Regulatory B-cell function is supported by several B-cell subsets with variable phenotypes. Among them, CD24hiCD27pos memory B cells have been proposed as the major IL-10-producing B cells, able to inhibit T-cell proliferation and IFN-γ/IL-17 production.25 Interestingly, percen­tages of B10 inversely correlated with those of IL-17- and IFN-γ-producing T cells in SSc patients.51 Herein, we identified for the first time the increase of CD24hiCD27pos memory B-cell frequency and the increase of IL10 expression by B cells as associated with the observed clinical response to alloBM-MSCs, highlighting Breg as key targets of MSCs in SSc.
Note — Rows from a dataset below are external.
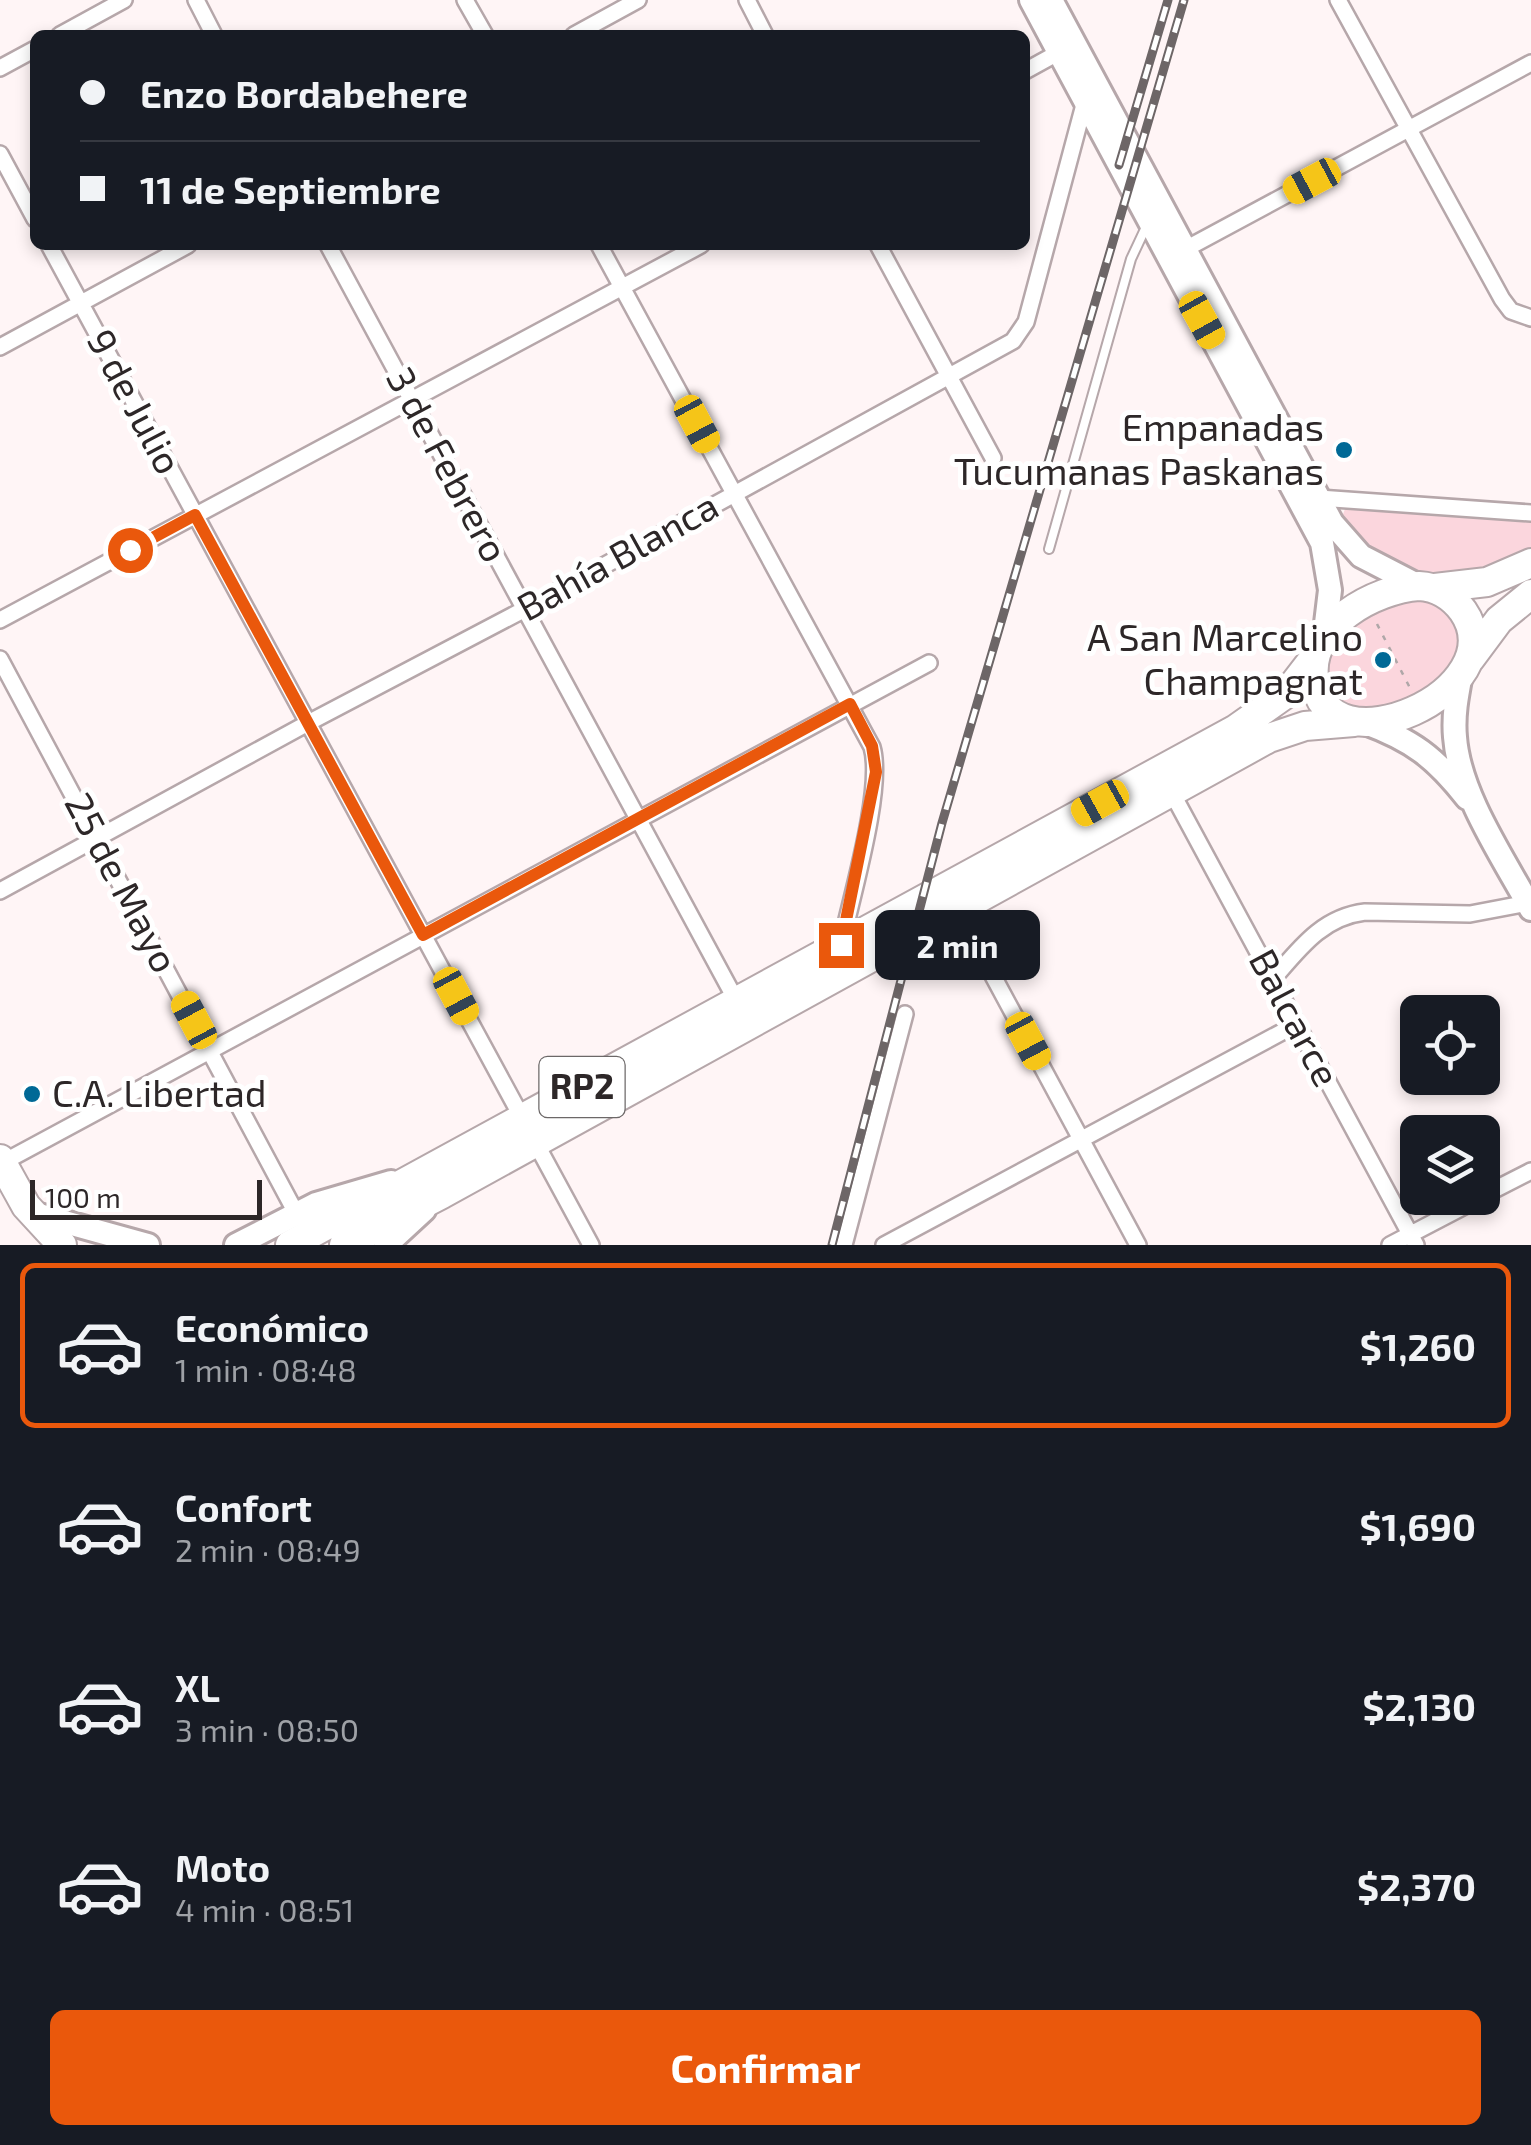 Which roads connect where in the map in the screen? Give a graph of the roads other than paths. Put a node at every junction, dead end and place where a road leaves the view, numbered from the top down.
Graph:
1 (124, 0) edge
2 (196, 0) edge
3 (466, 0) edge
4 (638, 0) edge
5 (746, 0) edge
6 (1031, 0) edge
7 (1050, 0) edge
8 (1338, 0) edge
9 (69, 30) edge
10 (211, 30) edge
11 (481, 30) edge
12 (583, 30) edge
13 (763, 30) edge
14 (1067, 48) junction
15 (30, 51) edge
16 (1531, 63) edge
17 (0, 68) edge
18 (1030, 68) edge
19 (1085, 100) junction
20 (1408, 130) junction
21 (0, 154) edge
22 (30, 210) edge
23 (1148, 223) junction
24 (52, 250) edge
25 (179, 250) edge
26 (331, 250) edge
27 (602, 250) edge
28 (691, 250) edge
29 (881, 250) edge
30 (1176, 254) junction
31 (622, 287) junction
32 (81, 304) junction
33 (1526, 317) edge
34 (0, 347) edge
35 (950, 378) junction
36 (412, 400) junction
37 (993, 458) dead end
38 (734, 493) junction
39 (1320, 498) junction
40 (1531, 513) edge
41 (195, 515) junction
42 (1048, 549) dead end
43 (1531, 564) edge
44 (1427, 587) junction
45 (1531, 594) edge
46 (525, 609) junction
47 (0, 620) edge
48 (1319, 649) junction
49 (0, 659) edge
50 (929, 663) dead end
51 (1465, 667) junction
52 (850, 704) junction
53 (1359, 722) junction
54 (308, 723) junction
55 (1171, 792) junction
56 (1478, 812) junction
57 (638, 819) junction
58 (97, 838) junction
59 (0, 891) edge
60 (1530, 906) edge
61 (958, 909) junction
62 (423, 935) junction
63 (841, 945) junction
64 (1272, 979) junction
65 (737, 1002) junction
66 (904, 1014) dead end
67 (1297, 1024) junction
68 (210, 1050) junction
69 (529, 1131) junction
70 (1081, 1140) junction
71 (1, 1161) edge
72 (1531, 1170) edge
73 (435, 1182) junction
74 (1500, 1187) edge
75 (0, 1195) edge
76 (32, 1213) junction
77 (296, 1213) junction
78 (1453, 1215) edge
79 (1414, 1240) edge
80 (46, 1245) edge
81 (62, 1245) edge
82 (148, 1245) edge
83 (236, 1245) edge
84 (290, 1245) edge
85 (344, 1245) edge
86 (386, 1245) edge
87 (591, 1245) edge
88 (844, 1245) edge
89 (884, 1245) edge
90 (1138, 1245) edge
91 (1390, 1245) edge

1 - 9 street
2 - 10 street
3 - 11 street
4 - 12 street
5 - 13 street
6 - 14 main road
7 - 14 main road
8 - 20 street
14 - 18 street
14 - 19 main road
14 - 30 main road
15 - 17 street
16 - 20 street
19 - 23 main road
19 - 35 street, Bahía Blanca
20 - 30 street
20 - 33 street
21 - 22 street
23 - 30 main road
23 - 42 lane
24 - 32 street, 9 de Julio
25 - 32 street
26 - 36 street, 3 de Febrero
27 - 31 street
28 - 31 street
29 - 35 street
30 - 39 main road
30 - 48 main road
31 - 36 street
31 - 38 street
32 - 34 street
32 - 41 street, 9 de Julio
35 - 37 street
35 - 38 street, Bahía Blanca
36 - 41 street
36 - 46 street, 3 de Febrero
38 - 46 street, Bahía Blanca
38 - 52 street
39 - 40 street
39 - 44 main road
41 - 47 street
41 - 54 street, 9 de Julio
43 - 44 highway, RP2
44 - 48 highway, RP2
44 - 51 highway
45 - 51 highway, RP2
46 - 54 street, Bahía Blanca
46 - 57 street, 3 de Febrero
48 - 53 highway
48 - 63 highway, RP2
49 - 58 street, 25 de Mayo
50 - 52 street
51 - 53 highway, RP2
51 - 56 main road
52 - 57 street
52 - 63 street
53 - 55 highway, RP2
53 - 56 main road
54 - 58 street, Bahía Blanca
54 - 62 street, 9 de Julio
55 - 61 highway, RP2
55 - 64 street, Balcarce
56 - 60 main road
57 - 62 street
57 - 65 street, 3 de Febrero
58 - 59 street, Bahía Blanca
58 - 68 street, 25 de Mayo
60 - 64 street
61 - 69 highway, RP2
61 - 70 street
62 - 68 street
62 - 69 street, 9 de Julio
63 - 65 highway, RP2
64 - 67 street, Balcarce
65 - 69 highway, RP2
66 - 88 street
67 - 70 street
67 - 79 street, Balcarce
68 - 71 street
68 - 77 street, 25 de Mayo
69 - 73 highway, RP2
69 - 87 street, 9 de Julio
70 - 89 street
70 - 90 street
71 - 76 highway
72 - 74 street
73 - 77 main road
73 - 84 highway, RP2
73 - 85 highway, RP2
73 - 86 main road
75 - 80 highway
76 - 81 highway
76 - 82 main road
77 - 83 main road
78 - 79 street
79 - 91 street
Changes in the composition of the B-cell compartment, including increased production of IL-10, were also shown to be associated with clinical improvement in SSc patients treated by classical immunosuppressive drugs52 and AHSCT,53 suggesting a general mechanism for immune-reprogramming strategies in this disease. Therapeutic approaches targeting B cells or B-cell-derived factors have provided some interesting preliminary clinical results in SSc, even if large randomized trials are still needed to definitively conclude on this aspect.44

The main limitations of this study are the limited number of patients included in phase I/II clinical trial and the limited volume of peripheral blood that could be ethically collected in these severely-ill patients, making it impossible to perform all the analyses on all patients at the 3 time points. Based on our phenotypic data, we decided to focus our prospective transcriptomic and functional study on B cells, but other cell subsets would also be relevant to characterize. In addition, a deeper analysis of B-cell subsets, including through currently available single-cell approaches, would provide additional insights into the impact of MSC on B-cell biology and deserve attention for further translational studies. In our in vitro co-culture assay, we could not use any remaining clinical-grade alloBM-MSC batches, but we produced rgBM-MSC with a very similar clinical-grade-like process including a use at the end of P1. In vivo, MSC/B cell crosstalk probably also relies on the effect of MSC on T-cell or myeloid cell polarization that could indirectly affect B-cell behavior as recently proposed in a mouse model of acute colitis.54 Additional in vitro experiments would be required to explore this possibility.

Conclusion

We report here the impact of a single injection of BM-MSCs on B-cell phenotypic, transcriptomic, and functional profiles in SSc patients, with a shift from profibrotic to regulatory B cells in clinical responders. These data support a new concept for MSC-based clinical trials, where the quantification of cytokine-producing B cells in MSC potency assays and patient selection criteria may be helpful to reach optimal clinical benefit in SSc and potentially in other autoimmune diseases.

Supplementary Material

szad010_suppl_Supplementary_Material

Acknowledgments

We thank Céline Delaloy and Juliette Ferrant for their insightful scientific comments on the manuscript. Cell sorting was performed at the Biosit Flow Cytometry and Cell Sorting Facility CytomeTRI (UMS 6480 Biosit).

Contributor Information

Séverine Loisel, SITI, CHU Rennes, Etablissement Français du Sang Bretagne, Rennes, France; INSERM UMR 1236, Université Rennes, INSERM, Etablissement Français du Sang Bretagne, Rennes, France.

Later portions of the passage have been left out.